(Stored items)
= Beginning of Section =

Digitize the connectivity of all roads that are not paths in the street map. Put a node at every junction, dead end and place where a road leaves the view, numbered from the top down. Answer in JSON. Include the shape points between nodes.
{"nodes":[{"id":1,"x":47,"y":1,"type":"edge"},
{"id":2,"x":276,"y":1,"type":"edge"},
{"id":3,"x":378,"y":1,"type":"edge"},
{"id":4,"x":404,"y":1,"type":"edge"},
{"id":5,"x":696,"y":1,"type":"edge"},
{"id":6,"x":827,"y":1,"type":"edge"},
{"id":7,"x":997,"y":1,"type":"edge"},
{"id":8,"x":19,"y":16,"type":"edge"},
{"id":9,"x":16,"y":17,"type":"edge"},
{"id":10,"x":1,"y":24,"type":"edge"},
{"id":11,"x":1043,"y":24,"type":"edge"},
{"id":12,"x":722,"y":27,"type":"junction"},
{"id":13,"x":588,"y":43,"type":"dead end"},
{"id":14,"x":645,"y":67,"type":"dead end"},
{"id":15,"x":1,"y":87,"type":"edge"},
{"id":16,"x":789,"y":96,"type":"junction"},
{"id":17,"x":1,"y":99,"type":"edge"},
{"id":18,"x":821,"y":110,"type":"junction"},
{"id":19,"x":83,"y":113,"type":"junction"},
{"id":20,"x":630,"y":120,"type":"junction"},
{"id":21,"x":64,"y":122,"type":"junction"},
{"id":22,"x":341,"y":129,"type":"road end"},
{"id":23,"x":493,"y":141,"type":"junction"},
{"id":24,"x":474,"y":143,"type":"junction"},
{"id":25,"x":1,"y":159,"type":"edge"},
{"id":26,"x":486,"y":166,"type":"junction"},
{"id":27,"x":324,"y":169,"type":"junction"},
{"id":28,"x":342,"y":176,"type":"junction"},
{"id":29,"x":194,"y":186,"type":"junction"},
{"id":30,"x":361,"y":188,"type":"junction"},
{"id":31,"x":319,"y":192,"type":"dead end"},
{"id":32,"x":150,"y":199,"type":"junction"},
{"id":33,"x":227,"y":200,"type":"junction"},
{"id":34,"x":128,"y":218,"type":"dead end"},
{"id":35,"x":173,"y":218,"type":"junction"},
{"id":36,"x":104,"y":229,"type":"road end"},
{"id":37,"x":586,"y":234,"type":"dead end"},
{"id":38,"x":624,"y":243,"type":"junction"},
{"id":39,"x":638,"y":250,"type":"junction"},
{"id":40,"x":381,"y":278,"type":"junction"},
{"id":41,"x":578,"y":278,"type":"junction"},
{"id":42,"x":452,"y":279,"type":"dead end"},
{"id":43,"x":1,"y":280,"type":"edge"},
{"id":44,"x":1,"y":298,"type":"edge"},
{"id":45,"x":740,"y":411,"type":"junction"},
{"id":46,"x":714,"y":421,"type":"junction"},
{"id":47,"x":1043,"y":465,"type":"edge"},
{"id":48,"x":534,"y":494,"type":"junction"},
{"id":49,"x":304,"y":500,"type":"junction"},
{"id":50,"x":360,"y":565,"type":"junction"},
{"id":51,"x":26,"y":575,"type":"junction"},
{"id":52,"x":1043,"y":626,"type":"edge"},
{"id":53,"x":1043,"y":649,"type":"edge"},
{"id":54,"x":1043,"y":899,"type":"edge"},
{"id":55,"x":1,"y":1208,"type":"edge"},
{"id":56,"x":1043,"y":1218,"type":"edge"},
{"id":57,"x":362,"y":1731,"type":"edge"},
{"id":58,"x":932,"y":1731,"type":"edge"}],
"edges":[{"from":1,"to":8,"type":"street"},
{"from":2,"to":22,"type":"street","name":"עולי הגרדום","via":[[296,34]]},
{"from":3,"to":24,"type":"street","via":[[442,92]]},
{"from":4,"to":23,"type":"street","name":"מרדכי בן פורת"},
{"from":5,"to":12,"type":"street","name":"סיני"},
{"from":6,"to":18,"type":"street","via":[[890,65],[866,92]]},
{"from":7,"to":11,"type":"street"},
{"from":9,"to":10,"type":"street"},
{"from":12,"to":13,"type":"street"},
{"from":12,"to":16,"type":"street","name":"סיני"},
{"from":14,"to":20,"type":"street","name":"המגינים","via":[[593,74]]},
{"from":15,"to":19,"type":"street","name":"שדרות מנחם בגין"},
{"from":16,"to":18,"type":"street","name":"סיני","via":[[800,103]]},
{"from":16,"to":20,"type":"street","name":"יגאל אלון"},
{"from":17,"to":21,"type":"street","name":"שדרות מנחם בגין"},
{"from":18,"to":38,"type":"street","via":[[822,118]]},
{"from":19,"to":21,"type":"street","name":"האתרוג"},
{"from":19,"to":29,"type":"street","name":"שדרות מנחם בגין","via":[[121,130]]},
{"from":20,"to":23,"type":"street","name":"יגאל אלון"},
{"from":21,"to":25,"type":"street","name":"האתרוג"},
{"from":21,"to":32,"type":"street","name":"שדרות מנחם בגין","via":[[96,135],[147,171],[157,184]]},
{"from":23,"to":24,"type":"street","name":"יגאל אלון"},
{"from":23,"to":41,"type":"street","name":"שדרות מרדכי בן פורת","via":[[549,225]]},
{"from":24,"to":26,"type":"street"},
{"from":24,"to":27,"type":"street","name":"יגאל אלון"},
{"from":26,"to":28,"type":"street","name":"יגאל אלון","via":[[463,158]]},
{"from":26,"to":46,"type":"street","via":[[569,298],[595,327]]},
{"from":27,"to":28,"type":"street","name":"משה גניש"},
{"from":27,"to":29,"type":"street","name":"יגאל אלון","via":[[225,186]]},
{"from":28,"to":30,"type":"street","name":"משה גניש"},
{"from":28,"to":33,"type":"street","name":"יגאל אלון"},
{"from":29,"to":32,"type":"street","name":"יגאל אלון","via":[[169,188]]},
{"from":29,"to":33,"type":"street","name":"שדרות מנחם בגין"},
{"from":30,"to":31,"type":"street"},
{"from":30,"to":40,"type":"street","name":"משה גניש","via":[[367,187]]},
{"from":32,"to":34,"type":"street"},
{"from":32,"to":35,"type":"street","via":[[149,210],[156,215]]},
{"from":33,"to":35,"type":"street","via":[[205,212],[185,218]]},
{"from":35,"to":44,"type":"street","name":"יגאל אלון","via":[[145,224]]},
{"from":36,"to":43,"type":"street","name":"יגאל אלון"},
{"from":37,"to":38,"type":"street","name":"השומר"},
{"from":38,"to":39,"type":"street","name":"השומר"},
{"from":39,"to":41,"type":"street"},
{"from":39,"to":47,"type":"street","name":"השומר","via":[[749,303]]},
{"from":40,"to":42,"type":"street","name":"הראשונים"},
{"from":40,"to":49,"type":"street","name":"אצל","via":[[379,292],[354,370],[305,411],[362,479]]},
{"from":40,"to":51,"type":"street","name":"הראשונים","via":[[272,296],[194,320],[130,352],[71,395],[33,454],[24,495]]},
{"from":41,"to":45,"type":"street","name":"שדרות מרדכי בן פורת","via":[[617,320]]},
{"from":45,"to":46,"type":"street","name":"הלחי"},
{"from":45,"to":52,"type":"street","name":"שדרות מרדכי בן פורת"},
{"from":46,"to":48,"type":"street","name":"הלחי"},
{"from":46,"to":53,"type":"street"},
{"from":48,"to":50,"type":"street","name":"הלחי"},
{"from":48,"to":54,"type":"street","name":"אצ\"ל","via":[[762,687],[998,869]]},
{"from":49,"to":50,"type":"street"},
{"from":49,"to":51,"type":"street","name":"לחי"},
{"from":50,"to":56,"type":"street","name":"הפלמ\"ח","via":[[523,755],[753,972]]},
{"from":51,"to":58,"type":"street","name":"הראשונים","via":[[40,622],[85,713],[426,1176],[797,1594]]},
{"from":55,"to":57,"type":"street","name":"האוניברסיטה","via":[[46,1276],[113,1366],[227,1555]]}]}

= End of Section =

# What to work on
Respond with one number, the count of lines in the data that hold the string "הראשונים".

# The answer
3